I pulled out a gun and I shot him dead.
I am a cyclist, so I shot him with my love gun.
No, I slowed down, mindfully, and looked over the Don Valley where I had many adventures with Otis my best buddy dog and the rodents he loved to chase over the years and smiled at the emergence of the leaves and the memory of my dog’s companionship. The return of the sensuous. Revisiting joy. The spell of Spring.
When I got home, I noticed a mouse caught in the sink trying to get out, but unable to make that leap into our avocado green home. I scooped him out with a mug I used to drink hot chocolate from when I was a kid when they had different coloured marshmallows and paint had lead in it and life was oh so mellow and things were, simpler. And Barbara Streisand had an afro.
I tossed him like an East German shot putter and he landed and bounced. I set the mouse loose on the lawn.

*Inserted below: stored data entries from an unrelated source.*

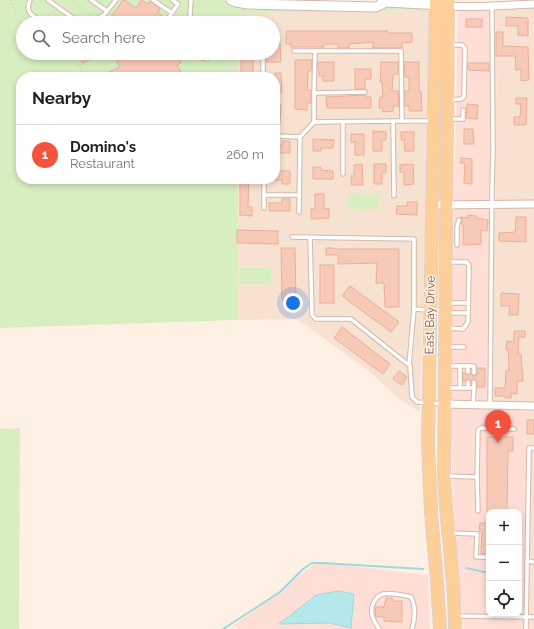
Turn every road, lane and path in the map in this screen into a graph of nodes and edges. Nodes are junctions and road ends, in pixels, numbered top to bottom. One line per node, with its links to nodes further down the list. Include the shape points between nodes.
1 (11, 0): 19 (path)
2 (30, 0): 20 (lane, via 28,7)
3 (48, 0): 21 (lane)
4 (70, 0): 22 (path)
5 (91, 0): 17 (lane)
6 (116, 0): 17 (lane)
7 (153, 0): 18 (lane)
8 (172, 0): 18 (lane, via 178,4)
9 (191, 0): 25 (lane)
10 (231, 0): 11 (street, via 248,4 376,7)
11 (384, 1): 12 (street)
12 (436, 2): 14 (street); 40 (main road, East Bay Drive)
13 (505, 2): 15 (street); 16 (street)
14 (448, 3): 16 (street); 26 (main road, East Bay Drive)
15 (534, 4)
16 (492, 6): 53 (lane)
17 (108, 11): 23 (lane)
18 (172, 13): 24 (lane)
19 (16, 16)
20 (34, 16)
21 (70, 16)
22 (92, 16)
23 (103, 16)
24 (170, 16)
25 (190, 16)
26 (448, 45): 35 (main road, East Bay Drive); 35 (lane, via 462,45 465,48 464,97)
27 (294, 50): 28 (lane)
28 (315, 51): 34 (lane); 39 (lane, via 401,51)
29 (77, 60): 31 (path)
30 (263, 60): 32 (lane)
31 (82, 72)
32 (263, 72)
33 (365, 92): 34 (lane)
34 (314, 93): 41 (lane)
35 (447, 100): 37 (main road, East Bay Drive)
36 (463, 110): 37 (lane, via 463,119)
37 (447, 119): 52 (main road, East Bay Drive)
38 (393, 121): 39 (lane); 42 (lane); 49 (lane)
39 (402, 121): 40 (lane)
40 (433, 121): 51 (main road, East Bay Drive)
41 (314, 122): 42 (lane); 44 (lane)
42 (343, 122): 45 (lane)
43 (280, 136): 44 (lane)
44 (300, 137): 48 (lane)
45 (343, 174)
46 (264, 184): 47 (lane)
47 (264, 195): 48 (lane); 54 (lane)
48 (299, 195): 55 (lane)
49 (394, 196)
50 (534, 204): 53 (street)
51 (432, 205): 52 (street); 66 (main road, East Bay Drive)
52 (446, 205): 53 (street); 57 (main road, East Bay Drive)
53 (492, 205): 86 (lane)
54 (264, 208)
55 (299, 212)
56 (459, 220): 57 (lane)
57 (452, 226): 60 (main road, East Bay Drive)
58 (292, 237): 59 (lane)
59 (310, 238): 65 (lane, via 414,239); 71 (lane, via 312,315 316,319 351,319)
60 (451, 239): 61 (lane); 62 (main road, East Bay Drive)
61 (457, 245)
62 (446, 262): 63 (lane, via 467,262); 64 (main road, East Bay Drive)
63 (468, 303): 64 (lane); 67 (lane)
64 (445, 308): 67 (lane); 68 (main road, East Bay Drive)
65 (414, 309): 66 (lane); 71 (lane)
66 (430, 310): 83 (main road, East Bay Drive)
67 (468, 313): 68 (lane, via 468,322 463,329)
68 (445, 328): 69 (main road, East Bay Drive)
69 (444, 347): 70 (lane); 72 (main road, East Bay Drive)
70 (464, 347)
71 (409, 365): 83 (lane, via 412,397 417,402)
72 (444, 366): 73 (lane); 79 (main road, East Bay Drive)
73 (460, 366): 74 (lane); 80 (lane)
74 (468, 366): 75 (lane); 76 (lane, via 474,366)
75 (468, 372)
76 (474, 372)
77 (468, 382): 81 (lane)
78 (474, 382): 82 (lane)
79 (444, 388): 80 (lane); 84 (main road, East Bay Drive)
80 (460, 388): 81 (lane)
81 (468, 388): 82 (lane)
82 (474, 388): 85 (lane)
83 (429, 403): 84 (lane); 106 (main road, East Bay Drive, via 430,512 438,582)
84 (444, 404): 85 (street); 90 (main road, East Bay Drive)
85 (473, 405): 86 (street)
86 (490, 405): 87 (street)
87 (534, 406)
88 (514, 429): 91 (lane, via 478,430)
89 (534, 448): 92 (lane, via 529,448)
90 (444, 476): 91 (lane); 97 (main road, East Bay Drive)
91 (477, 477): 94 (lane)
92 (528, 483): 93 (lane); 95 (lane)
93 (534, 483)
94 (478, 511)
95 (528, 523): 96 (lane); 99 (lane)
96 (534, 523)
97 (448, 533): 98 (lane, via 477,534 476,557); 101 (main road, East Bay Drive)
98 (486, 558)
99 (527, 561): 100 (lane); 102 (lane)
100 (534, 562)
101 (455, 616): 102 (lane); 107 (main road, East Bay Drive)
102 (526, 616): 103 (lane); 108 (lane)
103 (534, 617)
104 (379, 629): 105 (lane, via 372,615 372,607 381,595 394,594 411,597 414,603)
105 (412, 629)
106 (440, 629)
107 (455, 629)
108 (526, 629)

I did not engage the mouse.
I did not empower the mouse.
There was no centricity in the process.
I set him free.
I then put on shorts and took my ARVs which have made hivamanageablechroniccondition and did it in the form of one word without taking a breath, sounding distracted, dismissive, or as Mona would say disingenuous.
Eye on the prize.
The prize is the next red light.
The mouse was suddenly scooped up by what might have been a raptor, we do have a Merlin (Falcon columbarius) in our neighbourhood. That’s for the Swedish T.A. from Churchill whose name escapes me but joyous grin doesn’t. And never will the memory of kayaking with beluga whales, the northern lights, the polar bear outside the door. Churchill, Manitoba. Evergreen and The Way We Were, it’s true, it’s the laughter we choose to remember.
Nature can be ugly and cruel and such is the beauty of nature.
Life can be cruel, within that lies beauty. It if weren’t both, there were not be good days and bad days, there would be no joy, no tears. There would be the same. Status quo.
“I will be happy when”.
When the light is yellow?
You are happy. The ups and downs make the happy exhilarating.
All of you, keep making life beautiful so that it can be ugly and cruel but conserving the resiliency so that all may return to its splendour. Nature is resilient. Lakes become clean. Mistakes forgiven.
The ecos self-heals, with or without us.
This is an absolutely beautiful reflection.